#### What to produce
In the data below, find every line that has the string "Give", and copy it.

***

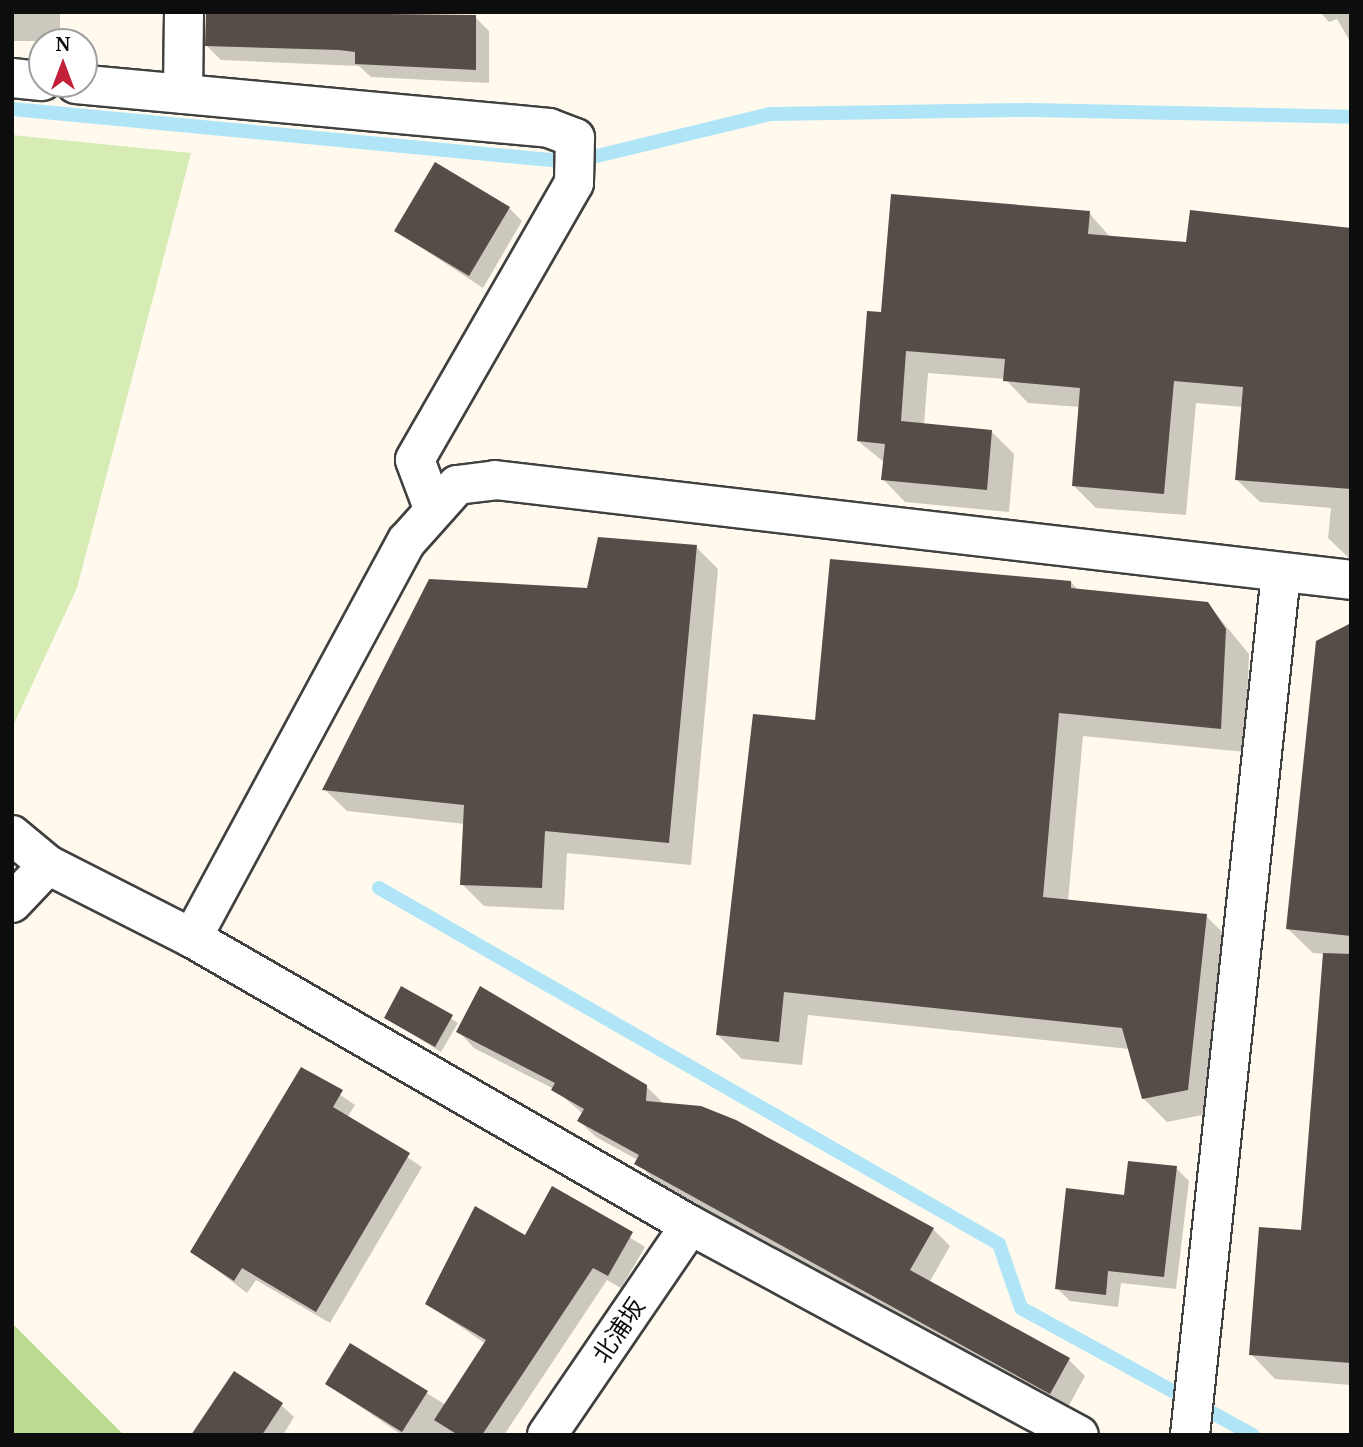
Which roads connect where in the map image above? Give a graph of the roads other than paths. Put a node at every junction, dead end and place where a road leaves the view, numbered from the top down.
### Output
1 (184, 12) edge
2 (98, 86) edge
3 (183, 94) junction
4 (433, 508) junction
5 (1281, 573) junction
6 (1351, 580) edge
7 (12, 835) edge
8 (48, 865) junction
9 (12, 903) edge
10 (192, 938) junction
11 (690, 1225) junction
12 (1192, 1417) edge
13 (547, 1435) edge
14 (1079, 1435) edge

1 - 3 street
2 - 3 street
3 - 4 street
4 - 5 street
4 - 10 street
5 - 6 street
5 - 12 street
7 - 8 street
8 - 9 street
8 - 10 street
10 - 11 street
11 - 13 street, 北浦坂
11 - 14 street

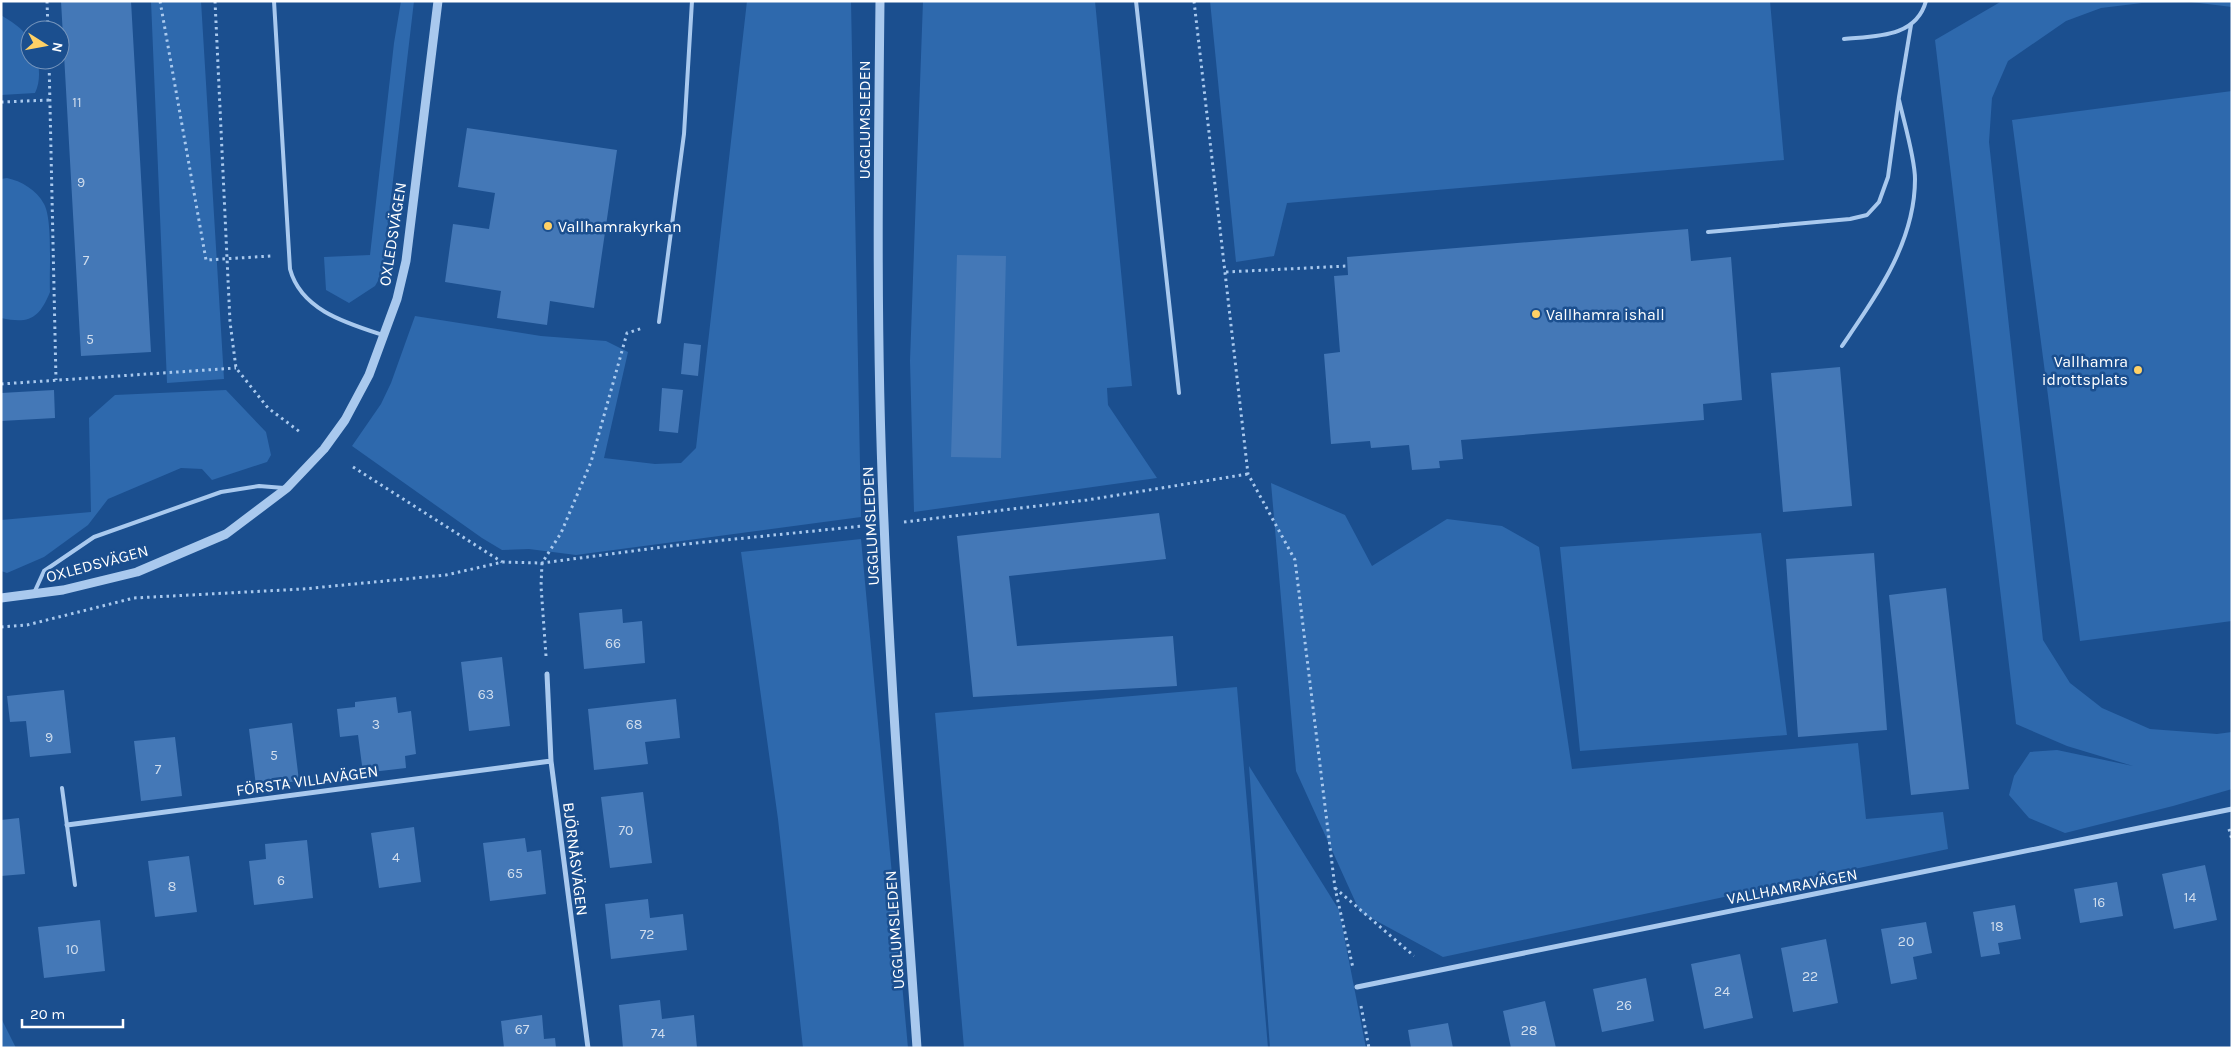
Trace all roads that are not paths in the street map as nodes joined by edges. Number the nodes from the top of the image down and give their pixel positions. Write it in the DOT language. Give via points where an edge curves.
graph roads {
  1 [pos="274,1"];
  2 [pos="438,1"];
  3 [pos="692,1"];
  4 [pos="880,1"];
  5 [pos="1136,1"];
  6 [pos="1926,1"];
  7 [pos="1911,25"];
  8 [pos="1844,40"];
  9 [pos="1899,97"];
  10 [pos="1708,232"];
  11 [pos="659,322"];
  12 [pos="385,335"];
  13 [pos="1842,346"];
  14 [pos="1179,393"];
  15 [pos="287,488"];
  16 [pos="33,595"];
  17 [pos="1,598"];
  18 [pos="548,674"];
  19 [pos="551,761"];
  20 [pos="62,788"];
  21 [pos="2232,809"];
  22 [pos="67,825"];
  23 [pos="75,885"];
  24 [pos="1357,987"];
  25 [pos="588,1048"];
  26 [pos="917,1048"];
  1 -- 12 [label="lane" via="289,255 294,283 314,304 346,323"];
  2 -- 12 [label="street, OXLEDSVÄGEN" via="406,261 398,299"];
  3 -- 11 [label="lane" via="684,134"];
  4 -- 26 [label="street, UGGLUMSLEDEN" via="879,336 884,524"];
  5 -- 14 [label="lane"];
  6 -- 7 [label="lane" via="1923,12"];
  7 -- 8 [label="lane" via="1891,35"];
  7 -- 9 [label="lane"];
  9 -- 10 [label="lane" via="1888,177 1879,202 1867,214 1850,219"];
  9 -- 13 [label="lane" via="1915,178 1912,216 1881,289"];
  12 -- 15 [label="street, OXLEDSVÄGEN" via="369,375 345,420 324,449"];
  15 -- 16 [label="street, OXLEDSVÄGEN" via="226,534 137,572"];
  15 -- 16 [label="lane" via="259,486 221,492 94,537 44,571"];
  16 -- 17 [label="street, OXLEDSVÄGEN"];
  18 -- 19 [label="street, BJÖRNÅSVÄGEN"];
  19 -- 22 [label="street, FÖRSTA VILLAVÄGEN"];
  19 -- 25 [label="street, BJÖRNÅSVÄGEN"];
  20 -- 22 [label="lane"];
  21 -- 24 [label="street, VALLHAMRAVÄGEN"];
  22 -- 23 [label="lane"];
}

***

#### The answer
Which roads connect where in the map image above? Give a graph of the roads other than paths. Put a node at every junction, dead end and place where a road leaves the view, numbered from the top down.
Trace all roads that are not paths in the street map as nodes joined by edges. Number the nodes from the top of the image down and give their pixel positions. Write it in the DOT language. Give via points where an edge curves.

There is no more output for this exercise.